This is the first story in an ongoing series that examines how Maine and its communities have used the once-in-a-generation windfall from the American Rescue Plan Act of 2021. Stories will be published over the next few weeks, two years after President Joe Biden signed the legislation into law.
In the two years since the federal government rolled out $1.9 trillion in aid aimed at easing the economic burden of the COVID-19 pandemic, bigger Maine communities are lagging the U.S. in deciding how to spend it.
President Joe Biden signed the American Rescue Plan Act into law in March 2021, giving Maine counties access to an unprecedented $260 million with about $240 million more set aside for cities and towns. Second and final installments were delivered last year. It must be budgeted by the end of 2024 and spent by the end of 2026.
Maine’s eight largest counties, plus the cities of Portland, Lewiston, Bangor, South Portland and Auburn, had only spent or finalized plans to spend about $84 million out of $318 million in aid, according to the latest available federal data through the end of September.
That was 26.5 percent of their total allocations, while larger New England communities had obligated 28.8 percent of their aid and those nationally were at 38 percent, according to a Bangor Daily News analysis. More money has been spent since then across the state, and those figures do not include rough spending plans.
The relatively slow rollout of federal stimulus money in Maine underscores the disagreement among local officials about how to spend it. Maine counties have fewer responsibilities than others across the country, yet they got the same shares of money. Some of them had to stand up unfamiliar regional processes to allocate aid that will run for the next year or two.
“All counties in Maine are kind of different,” Penobscot County Administrator Scott Adkins said. “Each one is unique, so how they approached this was different in each county.”
About a third of committed funds in these Maine communities so far went toward government services. The major projects in that category included a $9.5 million Cumberland County office building in Portland, $5.3 million for broadband expansion in Hancock County and $4.6 million for a new Androscoggin County sheriff’s office in Auburn.
These areas have put 15 percent of their aid toward COVID-19 prevention in congregate settings, such as jails, schools and dense work sites. That was well over the national average of less than 2 percent in large communities.

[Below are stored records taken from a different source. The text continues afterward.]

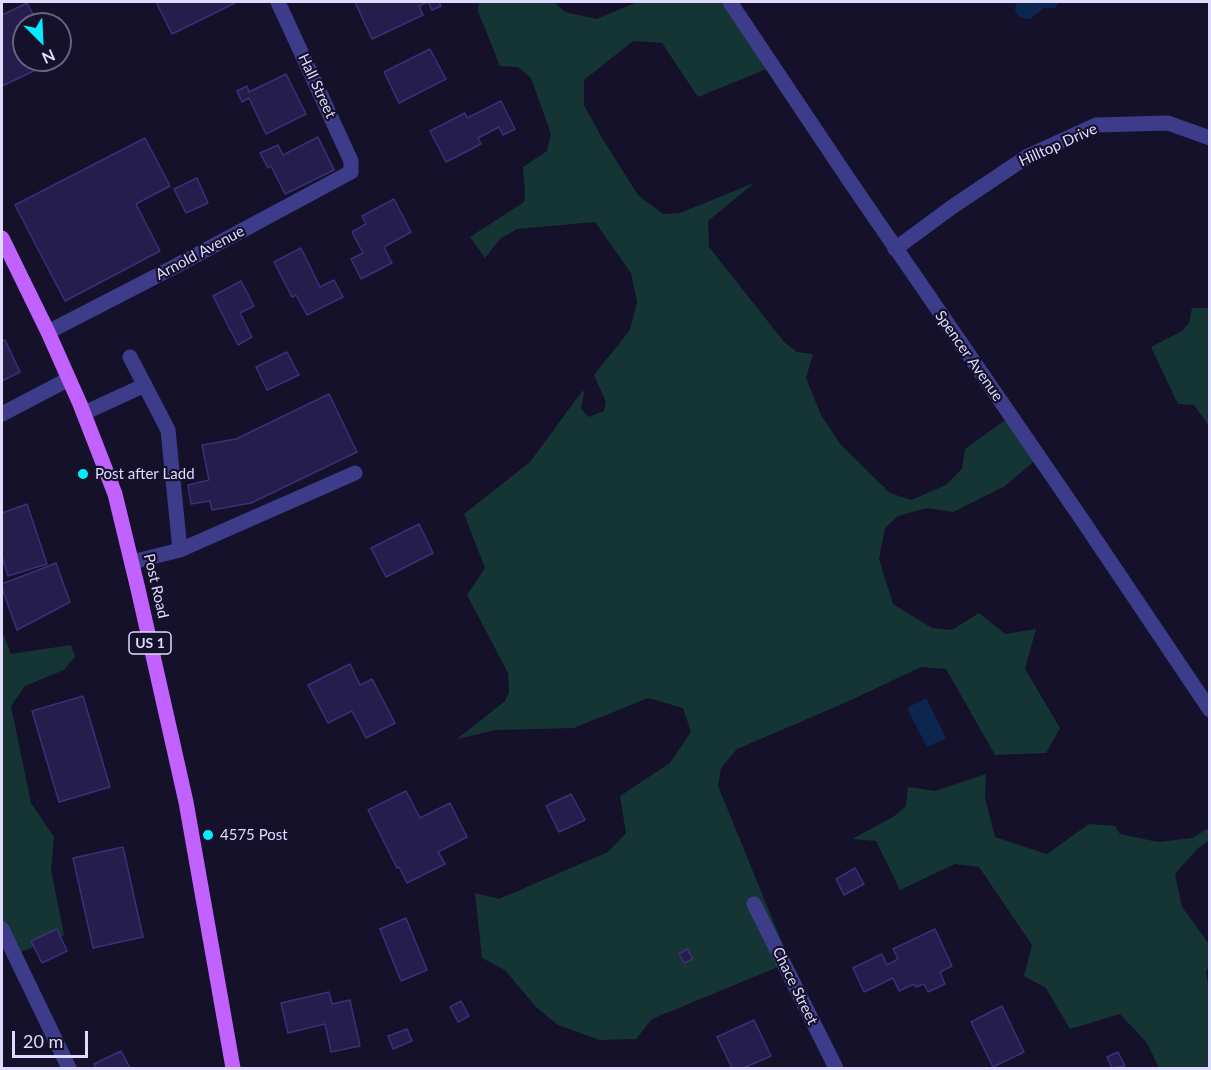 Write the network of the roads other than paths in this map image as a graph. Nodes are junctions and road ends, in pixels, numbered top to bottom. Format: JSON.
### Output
{"nodes":[{"id":1,"x":278,"y":2,"type":"edge"},
{"id":2,"x":730,"y":2,"type":"edge"},
{"id":3,"x":1209,"y":138,"type":"edge"},
{"id":4,"x":351,"y":172,"type":"joint"},
{"id":5,"x":2,"y":238,"type":"edge"},
{"id":6,"x":896,"y":249,"type":"junction"},
{"id":7,"x":48,"y":332,"type":"junction"},
{"id":8,"x":130,"y":357,"type":"dead end"},
{"id":9,"x":69,"y":379,"type":"junction"},
{"id":10,"x":145,"y":385,"type":"junction"},
{"id":11,"x":84,"y":413,"type":"junction"},
{"id":12,"x":2,"y":414,"type":"edge"},
{"id":13,"x":355,"y":473,"type":"dead end"},
{"id":14,"x":180,"y":550,"type":"junction"},
{"id":15,"x":132,"y":562,"type":"junction"},
{"id":16,"x":1209,"y":710,"type":"edge"},
{"id":17,"x":754,"y":904,"type":"dead end"},
{"id":18,"x":2,"y":929,"type":"edge"},
{"id":19,"x":69,"y":1068,"type":"edge"},
{"id":20,"x":233,"y":1068,"type":"edge"},
{"id":21,"x":836,"y":1068,"type":"edge"}],
"edges":[{"from":1,"to":4,"type":"street","name":"Hall Street"},
{"from":2,"to":6,"type":"street","name":"Spencer Avenue"},
{"from":3,"to":6,"type":"street","name":"Hilltop Drive"},
{"from":4,"to":7,"type":"street","name":"Arnold Avenue"},
{"from":5,"to":7,"type":"main road","name":"Post Road","number":"US 1"},
{"from":6,"to":16,"type":"street","name":"Spencer Avenue"},
{"from":7,"to":9,"type":"main road","name":"Post Road","number":"US 1"},
{"from":8,"to":10,"type":"street"},
{"from":9,"to":11,"type":"main road","name":"Post Road","number":"US 1"},
{"from":9,"to":12,"type":"street"},
{"from":10,"to":11,"type":"street"},
{"from":10,"to":14,"type":"street"},
{"from":11,"to":15,"type":"main road","name":"Post Road","number":"US 1"},
{"from":13,"to":14,"type":"street"},
{"from":14,"to":15,"type":"street"},
{"from":15,"to":20,"type":"main road","name":"Post Road","number":"US 1"},
{"from":17,"to":21,"type":"street","name":"Chace Street"},
{"from":18,"to":19,"type":"street"}]}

At the end of last year, Maine towns, cities and counties had set aside 8.9 percent of the funds so far committed in the state toward hazard pay for their employees, more than the region and country, which each had 3.5 percent.
A larger share in these places has also gone to premium pay bonuses for public employees and nonprofits than in the rest of New England and the country. For example, York County is sending $1.5 million to a Biddeford mental health service provider to open another location.
“Cumberland and York counties got right out in front of it, immediately,” Maura Pillsbury, a policy analyst at the liberal Maine Center for Economic Policy, said. “They had applications out for nonprofits and community organizations to apply for funds and start going through the process. They were really proactive about it.”
Cities and counties have been moving at different speeds on major issues. When Adkins was the Hancock County administrator, he said broadband was the big priority. When he moved to Penobscot County, he said the goals were different and centralized around funding projects that addressed issues with housing, mental health and drug addiction.
“I’ve never won the lottery, but you hear about it,” Adkins said. “It was very important, even though this is millions and millions of dollars, that each dollar was sent out with the intent for it to be as effective as possible because we all know that this is not free money.”
Last November, Bangor City Manager Debbie Laurie told the Bangor Daily News that the city was planning to move deliberately. It had not spent any money as of September but has since laid out a rough budget and committed $2 million to a YMCA expansion.
Pillsbury said she hopes local leaders will find ways to spend the rest of the money on new projects that will help benefit their communities. In particular, she said the communities need to focus on areas that will help people recover and rebuild from the pandemic.
“I think that it’s really important for them to listen to the advocates and the organizations working in their communities to help folks recover from the pandemic,” she said. “Really, anything that can help support folks most disproportionately impacted by the pandemic, in our view, that is what those funds were intended for.”